● Input data:

■ ■ ■ ■ ■

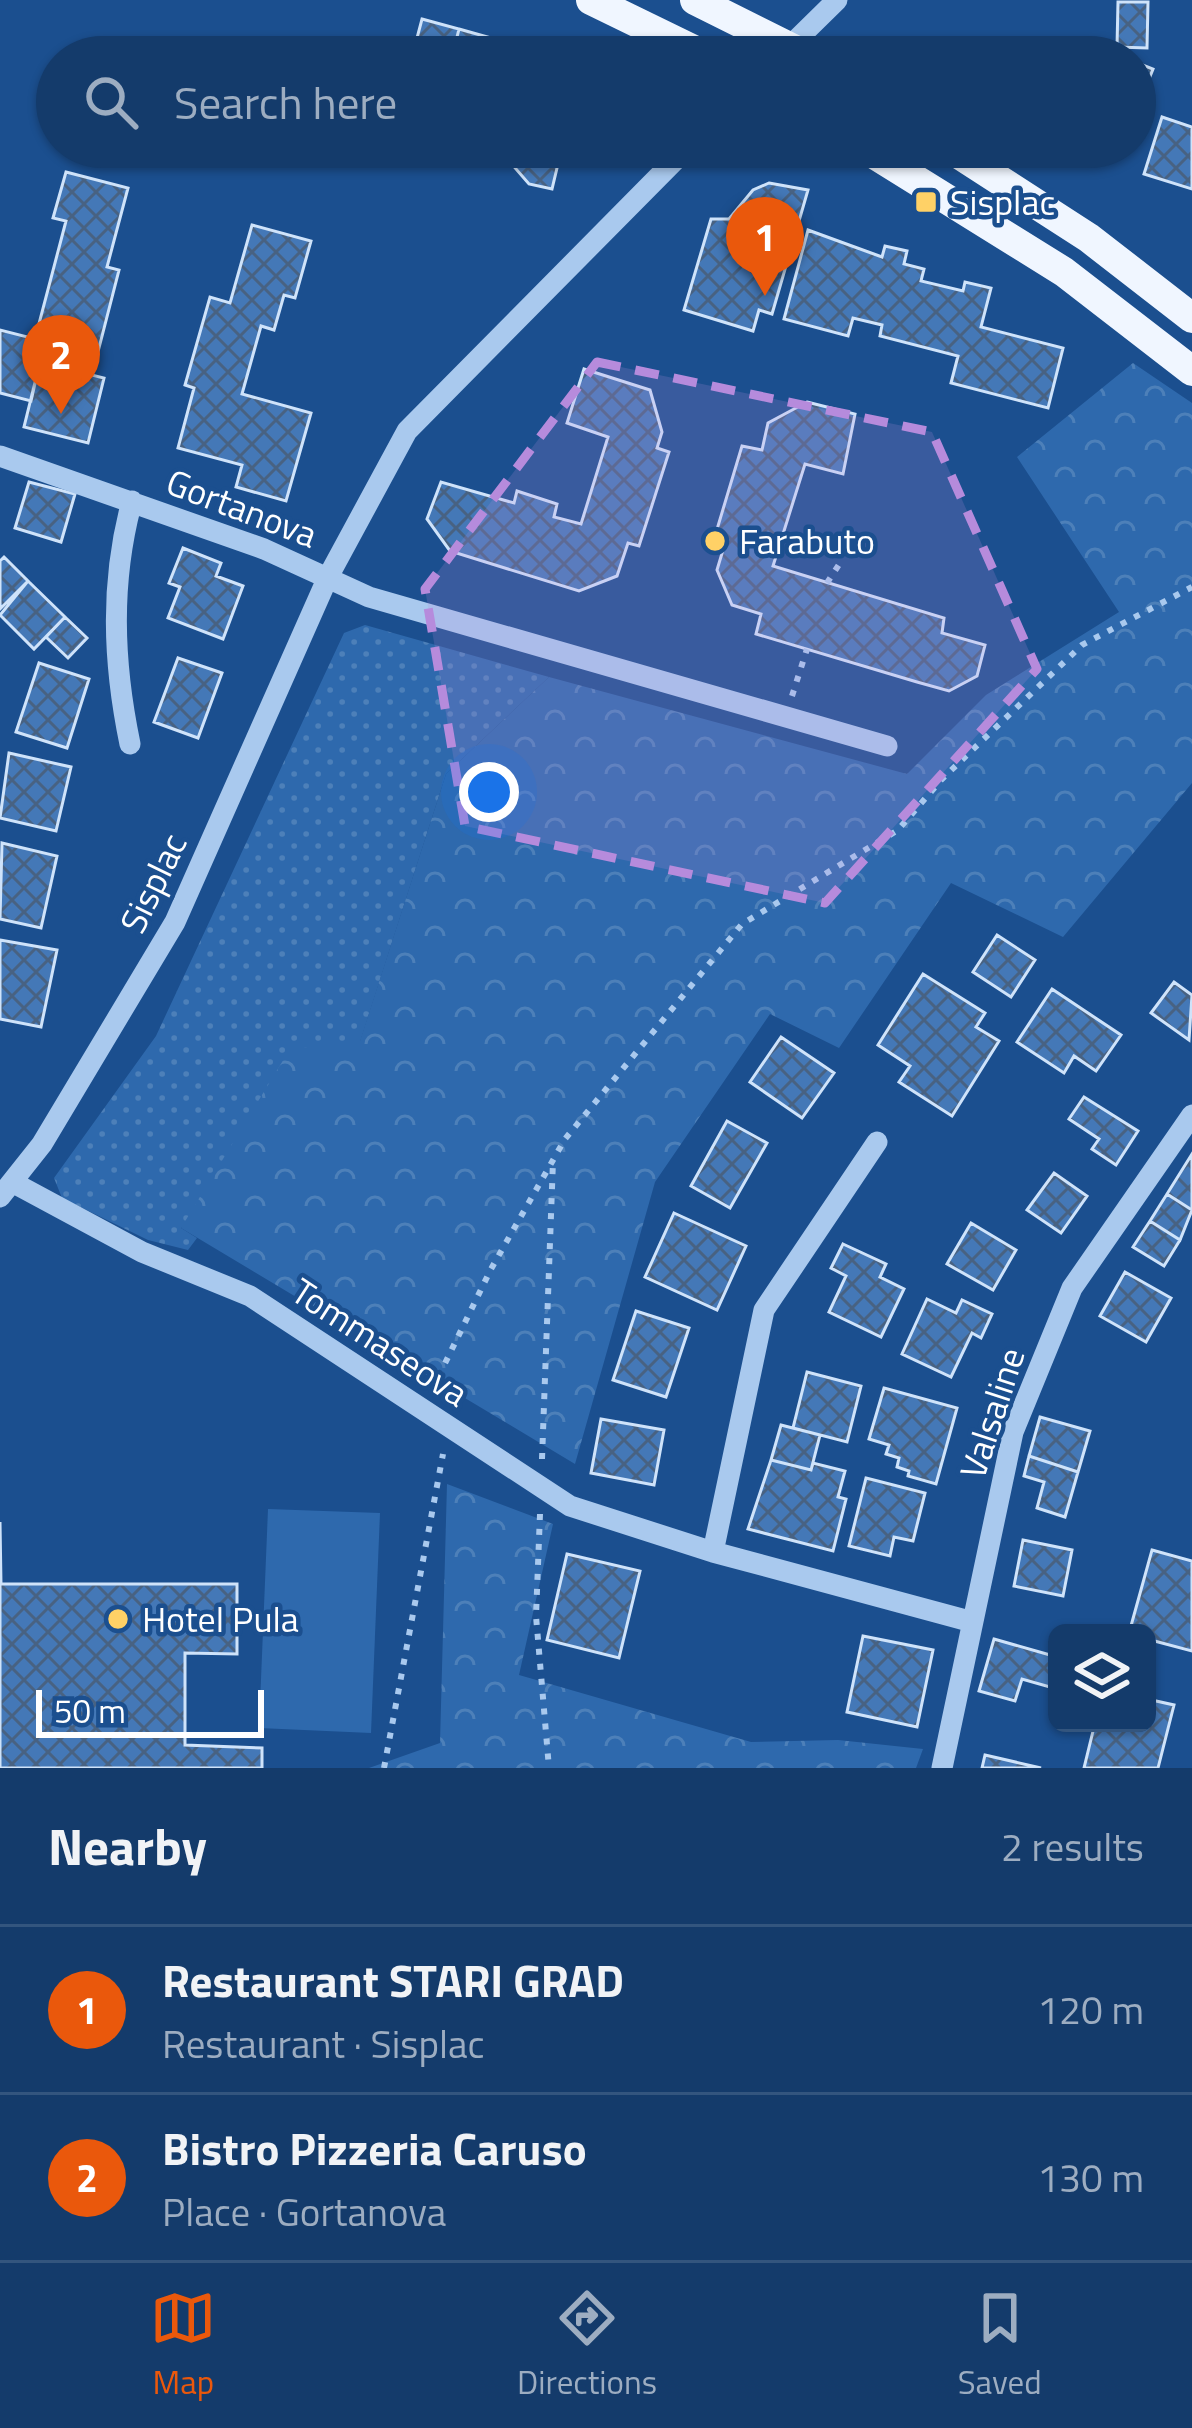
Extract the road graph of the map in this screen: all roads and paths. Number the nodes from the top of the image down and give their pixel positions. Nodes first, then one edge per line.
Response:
1 (591, 0) edge
2 (695, 0) edge
3 (837, 0) edge
4 (665, 36) edge
5 (762, 36) edge
6 (807, 36) edge
7 (667, 168) edge
8 (897, 168) edge
9 (981, 168) edge
10 (1192, 317) edge
11 (1192, 370) edge
12 (0, 456) edge
13 (132, 501) junction
14 (842, 560) dead end
15 (328, 577) junction
16 (827, 583) dead end
17 (1192, 587) edge
18 (807, 649) dead end
19 (786, 717) junction
20 (130, 744) dead end
21 (887, 746) dead end
22 (1192, 1115) edge
23 (877, 1142) dead end
24 (6, 1190) edge
25 (422, 1409) junction
26 (448, 1426) junction
27 (713, 1552) junction
28 (969, 1621) junction
29 (387, 1766) edge
30 (942, 1768) edge

1 - 4 main road
2 - 5 main road
3 - 6 street
7 - 15 street, Sisplac
8 - 11 main road
9 - 10 main road
12 - 13 street, Gortanova
13 - 15 street, Gortanova
13 - 20 street, Gortanova
14 - 16 path
15 - 19 street
15 - 24 street, Sisplac
17 - 25 path
18 - 19 path
19 - 21 street
22 - 28 street, Valsaline
23 - 27 street
24 - 25 street, Tommaseova
25 - 26 street, Tommaseova
26 - 27 street, Tommaseova
26 - 29 path
27 - 28 street, Tommaseova
28 - 30 street, Valsaline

■ ■ ■ ■ ■

The expected answer is a copy of each line in the listing above that contains "junction".

● Response to the task:
13 (132, 501) junction
15 (328, 577) junction
19 (786, 717) junction
25 (422, 1409) junction
26 (448, 1426) junction
27 (713, 1552) junction
28 (969, 1621) junction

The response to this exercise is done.